Je développe dans cet article comment j’en suis venue à percevoir les vêtements de mes personnages et leur manière qu’ils détenaient de raconter une partie de l’histoire. Cet élément de décor est parfois négligé et restreint à un simple détail de worldbuilding ou de situation historique et technologique. Mon propre usage dans mes récits est souvent discret, mais cette subtilité est une fine couche de plus qui appuie certains thèmes de ma narration.

Pour sortir du médiéval

J’ai commencé avec une idée assez vague de vêtements qui s’inspirait grossièrement de ce que je connaissais des films et des dessins du temps de jadis, soit, le Moyen Âge. Ou ce que l’on associe rapidement à cette période comme s’il s’agissait d’un miasme homogène.

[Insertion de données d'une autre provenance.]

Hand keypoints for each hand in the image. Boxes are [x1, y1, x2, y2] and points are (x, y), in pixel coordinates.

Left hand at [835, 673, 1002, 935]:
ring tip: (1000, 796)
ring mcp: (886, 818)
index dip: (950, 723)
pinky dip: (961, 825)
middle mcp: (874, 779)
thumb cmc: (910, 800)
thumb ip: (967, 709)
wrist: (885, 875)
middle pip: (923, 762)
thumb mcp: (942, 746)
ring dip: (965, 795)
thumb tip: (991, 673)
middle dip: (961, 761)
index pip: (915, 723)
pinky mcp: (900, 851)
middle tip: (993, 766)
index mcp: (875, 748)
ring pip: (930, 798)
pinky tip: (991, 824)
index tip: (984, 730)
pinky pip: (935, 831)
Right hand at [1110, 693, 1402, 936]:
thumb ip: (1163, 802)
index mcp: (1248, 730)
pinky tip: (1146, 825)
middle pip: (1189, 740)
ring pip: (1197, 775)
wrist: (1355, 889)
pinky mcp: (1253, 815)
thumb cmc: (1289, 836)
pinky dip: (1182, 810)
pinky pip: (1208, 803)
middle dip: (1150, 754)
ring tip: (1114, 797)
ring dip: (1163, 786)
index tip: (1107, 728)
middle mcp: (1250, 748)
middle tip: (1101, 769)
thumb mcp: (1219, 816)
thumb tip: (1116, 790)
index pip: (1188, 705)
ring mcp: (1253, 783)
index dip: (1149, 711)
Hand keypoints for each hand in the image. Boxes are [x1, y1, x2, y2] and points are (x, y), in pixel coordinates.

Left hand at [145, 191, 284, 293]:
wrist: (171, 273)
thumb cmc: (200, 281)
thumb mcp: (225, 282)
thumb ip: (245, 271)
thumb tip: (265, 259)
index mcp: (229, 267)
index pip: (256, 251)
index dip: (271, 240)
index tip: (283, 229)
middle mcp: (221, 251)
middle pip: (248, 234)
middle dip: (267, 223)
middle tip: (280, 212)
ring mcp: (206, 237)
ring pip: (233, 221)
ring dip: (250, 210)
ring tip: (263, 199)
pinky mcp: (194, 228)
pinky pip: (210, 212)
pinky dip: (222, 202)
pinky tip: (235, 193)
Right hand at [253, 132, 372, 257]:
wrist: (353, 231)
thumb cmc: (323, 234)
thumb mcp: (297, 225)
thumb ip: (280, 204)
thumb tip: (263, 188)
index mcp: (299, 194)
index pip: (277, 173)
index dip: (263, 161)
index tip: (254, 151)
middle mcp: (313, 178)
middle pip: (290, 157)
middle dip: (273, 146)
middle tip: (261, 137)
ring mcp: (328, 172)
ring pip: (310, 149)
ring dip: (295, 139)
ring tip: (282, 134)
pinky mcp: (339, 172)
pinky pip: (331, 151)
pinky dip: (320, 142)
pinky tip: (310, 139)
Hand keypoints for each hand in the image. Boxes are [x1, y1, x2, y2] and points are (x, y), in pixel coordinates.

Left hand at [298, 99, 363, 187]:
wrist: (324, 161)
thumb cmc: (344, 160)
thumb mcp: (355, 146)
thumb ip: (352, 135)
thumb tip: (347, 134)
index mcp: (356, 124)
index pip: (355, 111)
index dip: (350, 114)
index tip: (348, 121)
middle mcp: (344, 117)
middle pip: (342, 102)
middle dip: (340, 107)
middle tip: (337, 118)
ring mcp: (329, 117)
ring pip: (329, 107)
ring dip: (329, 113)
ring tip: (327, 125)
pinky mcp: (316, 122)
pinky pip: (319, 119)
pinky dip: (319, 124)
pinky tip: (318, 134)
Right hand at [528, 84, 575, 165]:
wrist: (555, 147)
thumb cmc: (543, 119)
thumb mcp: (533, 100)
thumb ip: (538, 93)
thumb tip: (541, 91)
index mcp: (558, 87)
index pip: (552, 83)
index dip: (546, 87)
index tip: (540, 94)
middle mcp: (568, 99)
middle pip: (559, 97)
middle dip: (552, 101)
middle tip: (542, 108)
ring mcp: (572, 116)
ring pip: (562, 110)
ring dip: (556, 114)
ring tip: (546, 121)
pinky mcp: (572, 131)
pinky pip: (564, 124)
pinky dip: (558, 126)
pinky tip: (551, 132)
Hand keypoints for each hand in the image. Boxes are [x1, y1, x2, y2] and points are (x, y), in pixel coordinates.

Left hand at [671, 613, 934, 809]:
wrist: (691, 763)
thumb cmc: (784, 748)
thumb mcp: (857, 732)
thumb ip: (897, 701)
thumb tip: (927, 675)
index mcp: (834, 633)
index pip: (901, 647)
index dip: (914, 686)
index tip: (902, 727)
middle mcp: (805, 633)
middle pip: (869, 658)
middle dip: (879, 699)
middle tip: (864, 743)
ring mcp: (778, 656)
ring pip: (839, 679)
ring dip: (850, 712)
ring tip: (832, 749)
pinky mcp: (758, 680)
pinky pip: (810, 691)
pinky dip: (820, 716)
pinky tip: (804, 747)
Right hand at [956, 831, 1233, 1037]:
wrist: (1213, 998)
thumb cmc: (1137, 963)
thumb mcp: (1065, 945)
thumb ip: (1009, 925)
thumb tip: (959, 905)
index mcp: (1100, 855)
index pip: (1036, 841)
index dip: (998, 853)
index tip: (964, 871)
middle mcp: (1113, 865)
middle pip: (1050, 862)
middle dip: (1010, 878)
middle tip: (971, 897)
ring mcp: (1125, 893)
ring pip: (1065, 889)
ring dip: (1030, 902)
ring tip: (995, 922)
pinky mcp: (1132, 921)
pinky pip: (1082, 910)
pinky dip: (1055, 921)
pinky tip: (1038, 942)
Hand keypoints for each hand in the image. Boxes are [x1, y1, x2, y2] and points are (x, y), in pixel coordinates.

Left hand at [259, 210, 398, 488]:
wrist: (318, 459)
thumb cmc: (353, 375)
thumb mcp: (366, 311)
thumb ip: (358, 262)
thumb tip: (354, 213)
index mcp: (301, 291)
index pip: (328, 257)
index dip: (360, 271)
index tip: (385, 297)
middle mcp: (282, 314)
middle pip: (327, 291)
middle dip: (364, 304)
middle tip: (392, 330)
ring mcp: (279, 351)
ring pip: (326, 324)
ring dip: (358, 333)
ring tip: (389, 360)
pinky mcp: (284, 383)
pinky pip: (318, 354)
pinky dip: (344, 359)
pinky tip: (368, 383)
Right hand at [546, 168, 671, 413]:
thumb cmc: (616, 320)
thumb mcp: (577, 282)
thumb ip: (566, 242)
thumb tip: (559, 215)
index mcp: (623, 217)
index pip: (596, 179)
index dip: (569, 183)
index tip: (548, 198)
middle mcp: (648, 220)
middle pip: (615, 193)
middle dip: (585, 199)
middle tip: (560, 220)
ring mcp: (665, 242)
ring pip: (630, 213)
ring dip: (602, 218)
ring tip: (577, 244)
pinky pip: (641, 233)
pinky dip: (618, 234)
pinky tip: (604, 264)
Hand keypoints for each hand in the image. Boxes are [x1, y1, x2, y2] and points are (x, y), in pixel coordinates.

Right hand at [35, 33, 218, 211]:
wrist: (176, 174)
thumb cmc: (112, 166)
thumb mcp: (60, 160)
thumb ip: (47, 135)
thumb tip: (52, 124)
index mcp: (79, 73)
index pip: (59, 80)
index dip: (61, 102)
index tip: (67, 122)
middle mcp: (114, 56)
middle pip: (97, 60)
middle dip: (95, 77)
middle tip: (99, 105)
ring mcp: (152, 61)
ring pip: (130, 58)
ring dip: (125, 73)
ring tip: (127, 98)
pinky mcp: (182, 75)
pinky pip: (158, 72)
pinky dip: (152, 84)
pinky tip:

Je savais seulement que les textiles se devaient d’être naturels — lin, coton, chanvre — et que le cuir et les fourrures étaient plutôt présents. Pour les teintes, j’avais une approximation imaginaire de ce que je croyais des images qui circulaient sans m’y être arrêtées.

Tunique

Le vêtement était donc porté par mes personnages dans le but unique de ne pas les laisser nus face aux éléments, ou de les dévêtir dans certaines occasions plus intimes. Décrire certains pans de tissus, certaines teintes ou textures se révélaient n’être que du décor pour aider l’imaginaire à voir l’ambiance du récit. Puis, à force de découvrir les ressources naturelles et le territoire de mon lieu de récit, j’ai réfléchi à ce que ces gens pouvaient arriver à fabriquer réellement comme vêtement.

Les ressources

J’ai établi assez tardivement que le mode de vie de mes peuples tournerait autour de l’élevage, la cueillette, la chasse et une agriculture franchement rudimentaire. Je voulais une saveur beaucoup plus rustique que ce qu’on lit souvent en Fantasy médiévale, d’autant plus que le partage des terres agricoles et d’un système autour de ça m’ennuyait. J’ai surtout compris qu’une telle organisation ne m’était aucunement utile dans la vision des valeurs que mes communautés avaient et même semblait contraire à leur mode de vie.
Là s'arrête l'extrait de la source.